Le cœur du problème : les triangles de signalisation
Lorsqu’un camion tombe en panne sur l’autoroute, le conducteur doit placer des triangles de signalisation réfléchissants autour du véhicule pour alerter les autres usagers de la route. Une pratique courante et obligatoire, mais qui pose problème pour les camions autonomes. En effet, sans conducteur à bord, personne ne peut disposer ces fameux triangles.
Face à cette impasse, Aurora et d’autres acteurs comme Waymo ont proposé une solution alternative : installer des feux d’avertissement clignotants directement sur la cabine du camion. Une demande d’exemption qui a été rejetée par l’agence fédérale en charge de la sécurité des transports routiers (FMCSA), estimant que cette solution n’offrait pas un niveau de sécurité équivalent ou supérieur aux triangles.
Les règles de sécurité vieilles de 52 ans sont obsolètes et ne prennent pas en compte les avancées technologiques des véhicules autonomes.
– Melissa Wade, directrice des relations gouvernementales chez Aurora
Des études qui ne plaident pas en faveur des feux d’avertissement
Pour justifier son refus, la FMCSA s’est appuyée sur les propres études menées par Aurora et Waymo.
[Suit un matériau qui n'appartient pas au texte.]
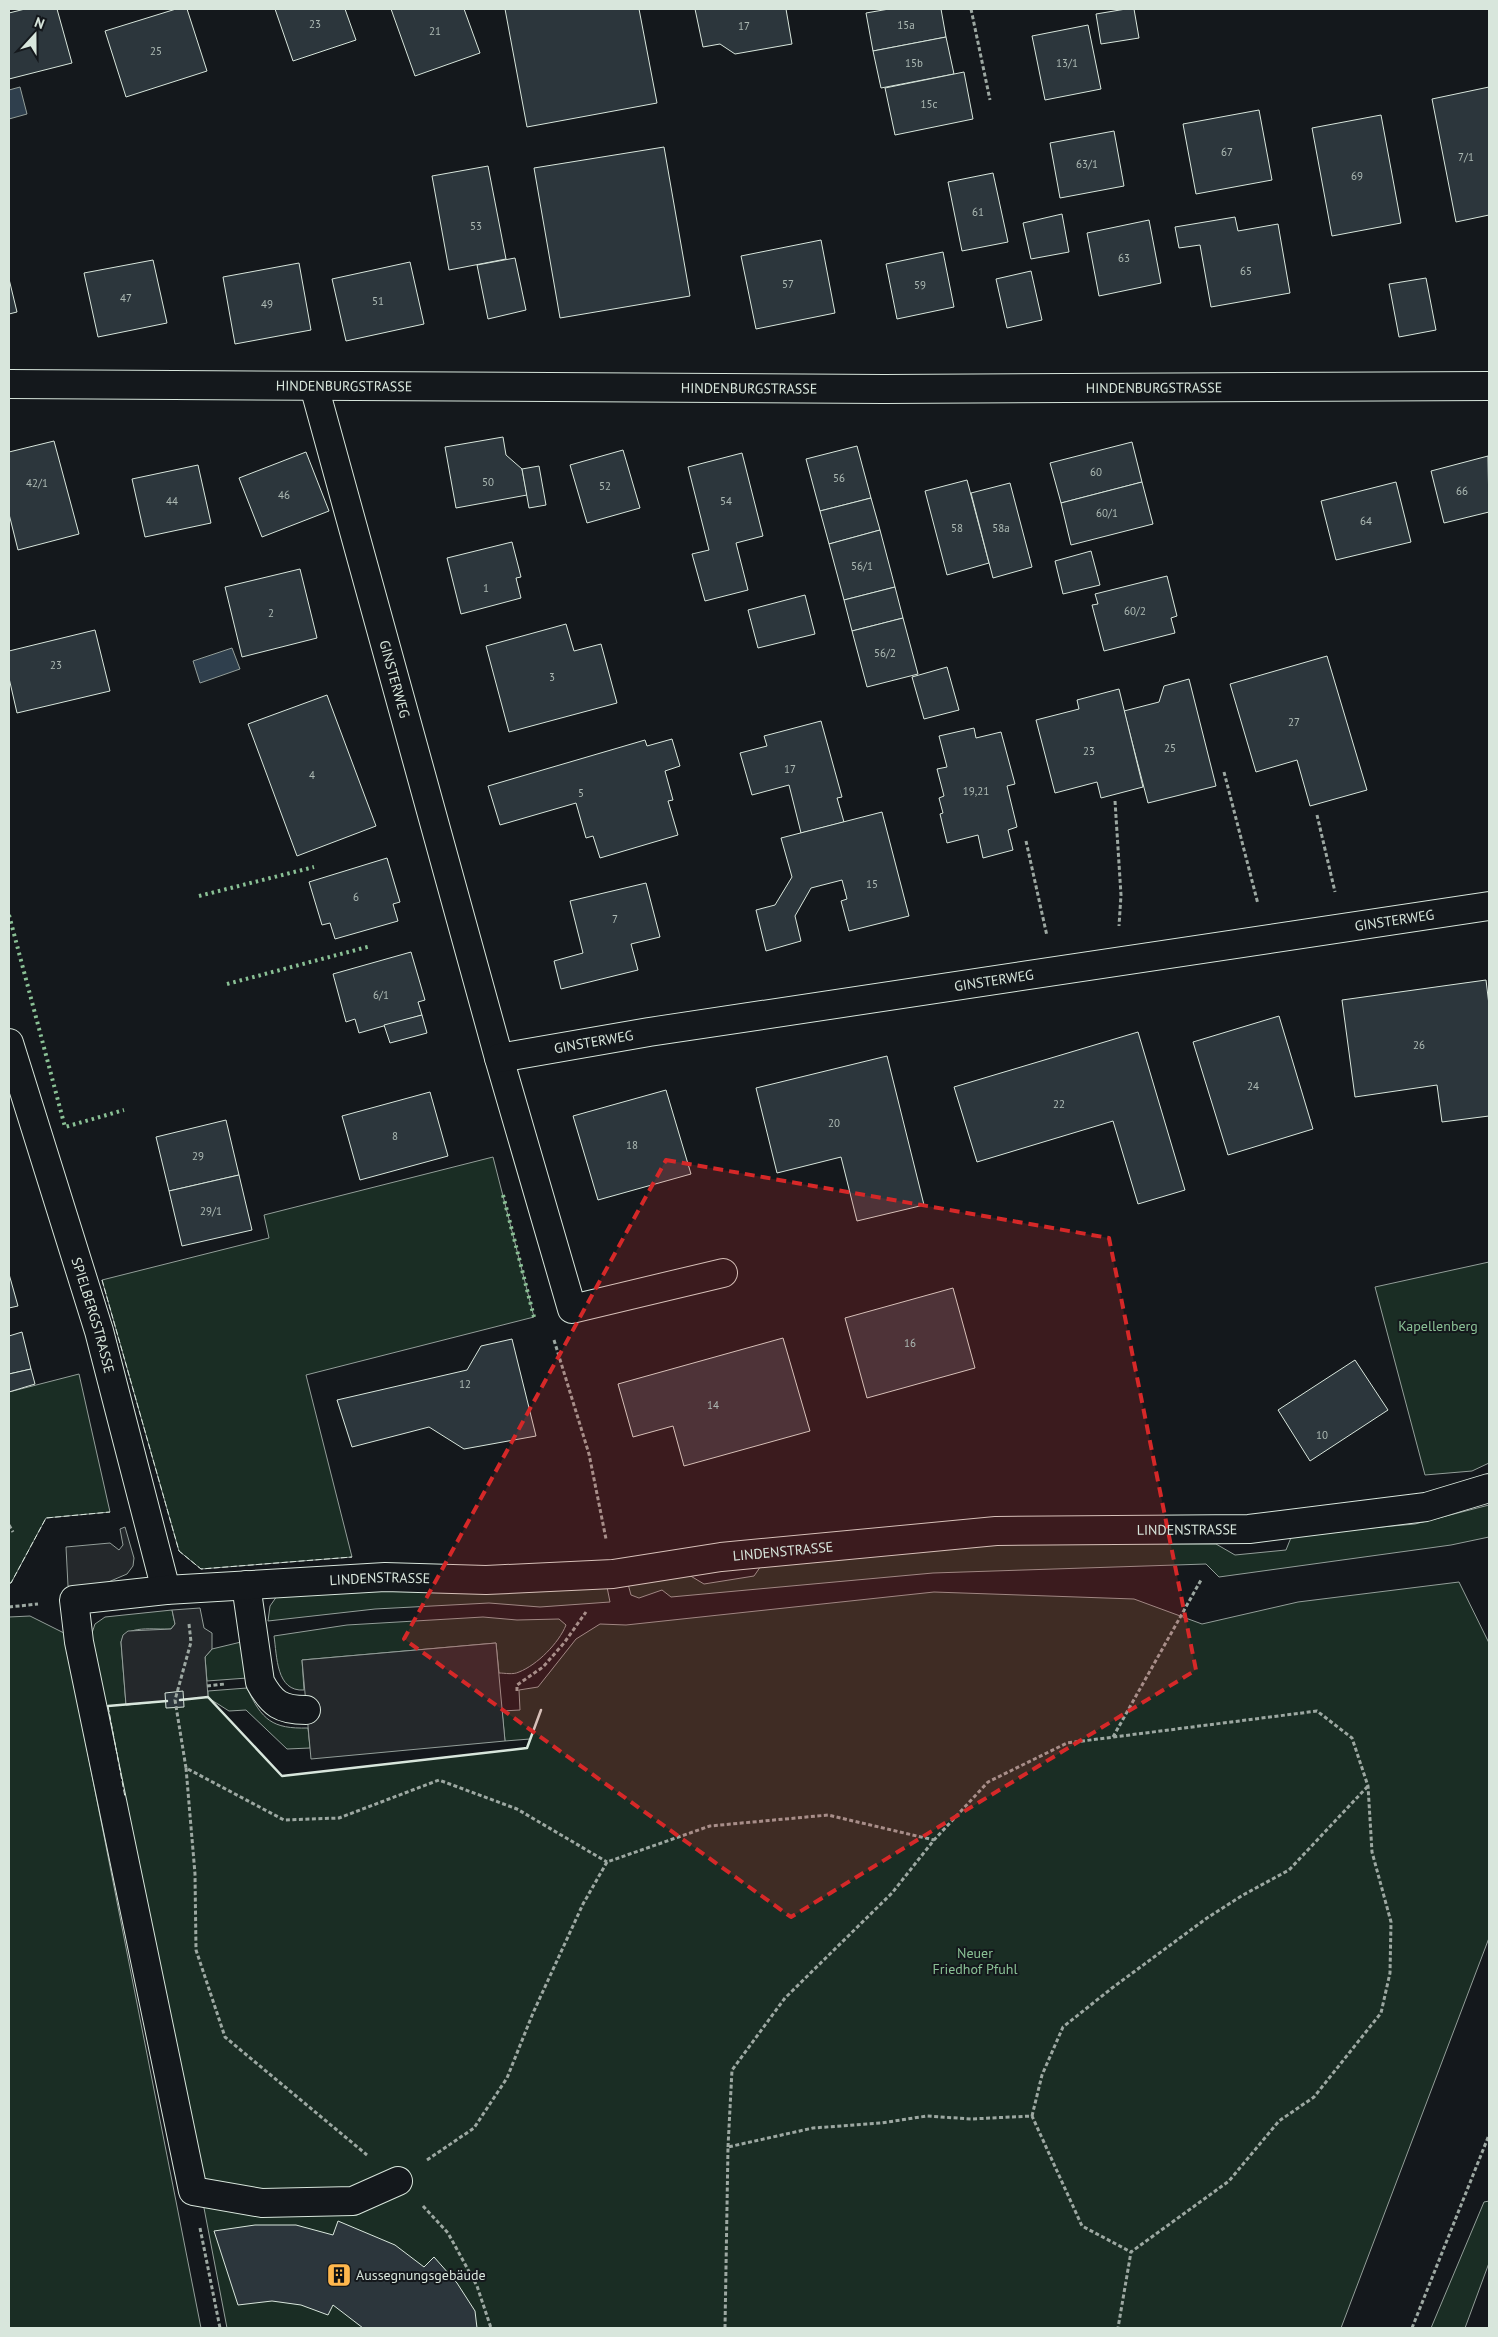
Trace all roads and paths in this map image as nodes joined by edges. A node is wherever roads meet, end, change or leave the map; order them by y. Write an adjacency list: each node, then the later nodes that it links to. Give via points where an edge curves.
1 (971, 9): 2 (path)
2 (990, 100)
3 (9, 384): 4 (street, HINDENBURGSTRASSE)
4 (314, 386): 5 (street, HINDENBURGSTRASSE, via 876,389); 16 (street, GINSTERWEG)
5 (1489, 386)
6 (1224, 772): 12 (path)
7 (1115, 802): 13 (path, via 1120,895 1118,923)
8 (1317, 814): 11 (path)
9 (1026, 841): 14 (path)
10 (1489, 906): 11 (street, GINSTERWEG)
11 (1343, 928): 12 (street, GINSTERWEG)
12 (1267, 940): 13 (street, GINSTERWEG)
13 (1125, 961): 14 (street, GINSTERWEG)
14 (1055, 972): 16 (street, GINSTERWEG, via 649,1032)
15 (9, 1043): 25 (street, SPIELBERGSTRASSE)
16 (499, 1058): 18 (street, GINSTERWEG)
17 (723, 1273): 18 (street)
18 (572, 1309): 22 (path, via 552,1333 589,1454)
19 (1489, 1488): 24 (street, LINDENSTRASSE, via 1426,1507 1249,1529 996,1530 721,1558 613,1574 486,1580 385,1577)
20 (9, 1524): 21 (path)
21 (13, 1532)
22 (608, 1544)
23 (1201, 1580): 31 (path)
24 (246, 1585): 25 (street, LINDENSTRASSE); 30 (street, via 260,1682 278,1705 289,1710)
25 (175, 1589): 32 (path, via 191,1642 175,1700); 40 (street, LINDENSTRASSE, via 74,1600 79,1642)
26 (15, 1607): 27 (path)
27 (9, 1608)
28 (586, 1612): 29 (path, via 544,1667 517,1685)
29 (517, 1691)
30 (306, 1710)
31 (1113, 1738): 33 (path, via 1317,1711 1352,1738); 34 (path, via 1067,1743 988,1782)
32 (186, 1768): 35 (path, via 284,1820 338,1818 439,1780 517,1809); 39 (path, via 196,1874 196,1950 225,2038)
33 (1368, 1786): 36 (path, via 1290,1870 1207,1918 1063,2027 1042,2075); 41 (path, via 1372,1852 1391,1922 1390,1973 1381,2013 1314,2097 1279,2121 1229,2181)
34 (934, 1840): 35 (path, via 828,1815 710,1826); 38 (path, via 892,1893 785,1998 732,2070)
35 (607, 1862): 39 (path, via 583,1904 507,2078 474,2128)
36 (1032, 2116): 38 (path, via 971,2119 927,2116 813,2128); 41 (path, via 1082,2226)
37 (1489, 2135): 46 (path)
38 (728, 2147): 44 (path)
39 (398, 2180): 40 (street, via 353,2200 262,2203); 43 (path, via 448,2234 478,2286)
40 (193, 2191): 42 (path)
41 (1131, 2252): 45 (path)
42 (220, 2328)
43 (491, 2328)
44 (725, 2328)
45 (1118, 2328)
46 (1412, 2328)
Des tests qui ont révélé que les feux d’avertissement proposés étaient moins performants que les triangles dans plusieurs scénarios clés, notamment lorsque le camion était arrêté dans un virage.
L’agence a également soulevé d’autres limites liées à ces feux, comme le fait que les conducteurs risquent de voir l’arrière du camion avant de remarquer les signaux lumineux. Des arguments qui n’ont pas convaincu Aurora, déterminée à faire valoir son point de vue devant la justice.
Un enjeu crucial pour l’avenir des camions autonomes
Si Aurora obtient gain de cause, cela pourrait créer un précédent et ouvrir la voie à une révision plus large des règles de sécurité pour les véhicules autonomes. Un enjeu de taille pour cette industrie en plein essor, qui doit composer avec un cadre réglementaire inadapté à ses innovations.
Vous seriez surpris de constater à quel point une semi-remorque de 53 pieds peut se fondre dans le décor, surtout la nuit. Si vous percutez l’arrière d’un semi, même en étant vous-même dans un semi, vos chances de survie sont minces. Alors pourquoi prendre le risque ?
– Angie Griffin, camionneuse depuis 17 ans
Au-delà des feux d’avertissement, d’autres pistes sont envisagées pour adapter les camions autonomes aux règles de sécurité. Certains suggèrent par exemple d’équiper les remorques de feux de signalisation, une solution plus visible mais qui impliquerait de modifier les équipements des transporteurs partenaires.
Une bataille juridique aux multiples enjeux
Le combat d’Aurora face aux régulateurs illustre parfaitement les défis auxquels sont confrontées les entreprises de véhicules autonomes. Au-delà des prouesses technologiques, elles doivent composer avec un cadre légal qui peine à suivre le rythme de l’innovation.
Cette bataille juridique revêt donc une dimension stratégique pour Aurora, qui espère bénéficier d’un environnement réglementaire plus favorable sous l’administration Biden. Une approche pragmatique sera nécessaire pour concilier les impératifs de sécurité routière avec le potentiel immense des camions autonomes en termes d’efficacité et de productivité.
Les prochains mois s’annoncent décisifs pour Aurora et l’industrie des véhicules autonomes dans son ensemble. Si les régulateurs acceptent de faire évoluer les règles, cela pourrait donner un coup d’accélérateur majeur au déploiement des camions autonomes sur les routes américaines. Une révolution qui promet de transformer en profondeur le secteur du transport et de la logistique.